Iconic Biowall Installation Reconfigured for Optimal Sustainability and Maintenance

October 7, 2021

A rendering of what the Biowall could look like in its updated form in the future. Renderings courtesy Intravision, which is also providing the new lights.
A rendering of what the Biowall could look like in its updated form in the future. Renderings courtesy Intravision, which is also providing the new lights.

For those Dragons returning to the Drexel University City Campus this fall and visiting the Papadakis Integrated Sciences Building (PISB), something inside might look a little different from what they remember.

The Biowall — that 22-foot- wide, 80-foot-tall functional wall of air-purifying plants that proudly stands in the building’s lobby— has been undergoing renovations since August. The five-story plant wall has been removed (some plants found new homes with Drexel faculty and professional staff) while work is done to install a new lighting system, waterproofing and water filtration system this fall term.
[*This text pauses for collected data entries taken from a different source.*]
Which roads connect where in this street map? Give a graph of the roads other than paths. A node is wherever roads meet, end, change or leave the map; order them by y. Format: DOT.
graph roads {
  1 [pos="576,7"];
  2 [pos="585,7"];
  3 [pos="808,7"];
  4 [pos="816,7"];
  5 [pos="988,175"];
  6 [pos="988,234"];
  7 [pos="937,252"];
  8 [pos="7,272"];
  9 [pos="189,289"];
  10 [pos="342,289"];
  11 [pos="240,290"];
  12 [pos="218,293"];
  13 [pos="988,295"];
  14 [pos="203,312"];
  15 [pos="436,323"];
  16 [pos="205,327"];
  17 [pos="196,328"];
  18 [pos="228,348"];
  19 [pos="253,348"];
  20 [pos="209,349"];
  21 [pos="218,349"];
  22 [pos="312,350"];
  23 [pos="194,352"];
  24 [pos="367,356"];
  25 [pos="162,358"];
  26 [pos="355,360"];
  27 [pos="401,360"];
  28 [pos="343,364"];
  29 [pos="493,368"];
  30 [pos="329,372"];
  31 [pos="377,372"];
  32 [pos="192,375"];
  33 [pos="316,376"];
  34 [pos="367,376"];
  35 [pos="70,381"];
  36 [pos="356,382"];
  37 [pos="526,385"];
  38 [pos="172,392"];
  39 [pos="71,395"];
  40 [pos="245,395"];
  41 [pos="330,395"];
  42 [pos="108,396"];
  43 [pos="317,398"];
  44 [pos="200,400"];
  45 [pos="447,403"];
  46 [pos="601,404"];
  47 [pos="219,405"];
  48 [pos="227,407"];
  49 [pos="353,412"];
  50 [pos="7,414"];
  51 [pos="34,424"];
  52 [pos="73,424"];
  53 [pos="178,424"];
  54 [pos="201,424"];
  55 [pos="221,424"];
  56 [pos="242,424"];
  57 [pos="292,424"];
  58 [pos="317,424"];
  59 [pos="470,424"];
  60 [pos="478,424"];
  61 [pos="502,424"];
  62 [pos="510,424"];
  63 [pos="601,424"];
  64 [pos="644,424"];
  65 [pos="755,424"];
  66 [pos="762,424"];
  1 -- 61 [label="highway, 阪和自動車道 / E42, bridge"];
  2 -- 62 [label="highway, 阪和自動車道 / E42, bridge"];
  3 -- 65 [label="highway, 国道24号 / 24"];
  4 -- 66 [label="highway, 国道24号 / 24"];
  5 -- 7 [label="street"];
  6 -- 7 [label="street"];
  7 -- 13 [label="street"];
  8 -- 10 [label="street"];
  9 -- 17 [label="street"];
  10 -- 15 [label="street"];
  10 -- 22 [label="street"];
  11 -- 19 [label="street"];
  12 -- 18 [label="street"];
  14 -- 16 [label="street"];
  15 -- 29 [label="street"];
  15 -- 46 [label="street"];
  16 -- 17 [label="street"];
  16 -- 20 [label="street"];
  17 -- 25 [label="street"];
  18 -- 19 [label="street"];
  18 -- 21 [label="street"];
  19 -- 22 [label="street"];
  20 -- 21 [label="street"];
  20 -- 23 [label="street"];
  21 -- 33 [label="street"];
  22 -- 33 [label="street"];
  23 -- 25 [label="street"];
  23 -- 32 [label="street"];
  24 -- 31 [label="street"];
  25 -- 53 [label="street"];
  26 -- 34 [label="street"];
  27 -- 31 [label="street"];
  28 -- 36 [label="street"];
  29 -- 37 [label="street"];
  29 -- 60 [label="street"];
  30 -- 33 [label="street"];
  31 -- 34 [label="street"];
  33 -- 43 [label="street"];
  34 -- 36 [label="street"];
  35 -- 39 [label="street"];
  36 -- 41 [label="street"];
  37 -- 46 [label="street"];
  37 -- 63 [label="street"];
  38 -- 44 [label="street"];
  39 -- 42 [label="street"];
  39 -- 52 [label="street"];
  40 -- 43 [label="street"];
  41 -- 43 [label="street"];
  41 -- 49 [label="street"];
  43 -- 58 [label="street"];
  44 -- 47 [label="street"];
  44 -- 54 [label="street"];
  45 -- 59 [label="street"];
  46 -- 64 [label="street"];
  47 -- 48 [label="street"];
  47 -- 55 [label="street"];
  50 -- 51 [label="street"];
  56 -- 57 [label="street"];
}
An assortment of lowlight tropical plants will be reinstated in the winter term. 

2021 is the 10-year anniversary of the installation of the Biowall, and the structure was, at that time, North America’s largest living biofilter and the first and only one installed at a university in the U.S. After 10 years of service, it was time for both updates and repairs.

“This year, Drexel’s Climate Year, is a particularly appropriate time to renew this symbol of the University’s commitment to sustainability,” noted Drexel University Architect Nancy Rogo Trainer.  

Updates will help conserve water, better support plant growth, and make the wall easier to maintain. A custom LED lighting system is being installed to project an even wash of light over the structure to promote plant health, and the original Biowall system is being replaced with an updated living wall system. Instead of the constant trickle of water required by the original system, the new EcoWall panelized system requires watering only twice a day for approximately ten minutes each session. 

Though pandemic-related supply chain issues have created some delays in receiving parts, such as microchip and sensors to the fabrication of lighting fixtures, at the time of publication, the bulk of the work — like the installation of the lights, water system and wood panels — is expected to be completed by the end of October. The plants should be installed by the end of February.

“We’re putting in a panelized plant system this time so the maintenance will be easier moving forward,” said University Real Estate and Facilities Director of Design Kimberly Miller. “If we have to remove a section, it will be easier to get to it. We’ve done a lot of work with the design including a new retractable lift to improve access to the plants for ease of maintenance. And we’re choosing plant material that requires less water, making it more sustainable. It’s just going to be a better system overall for us.”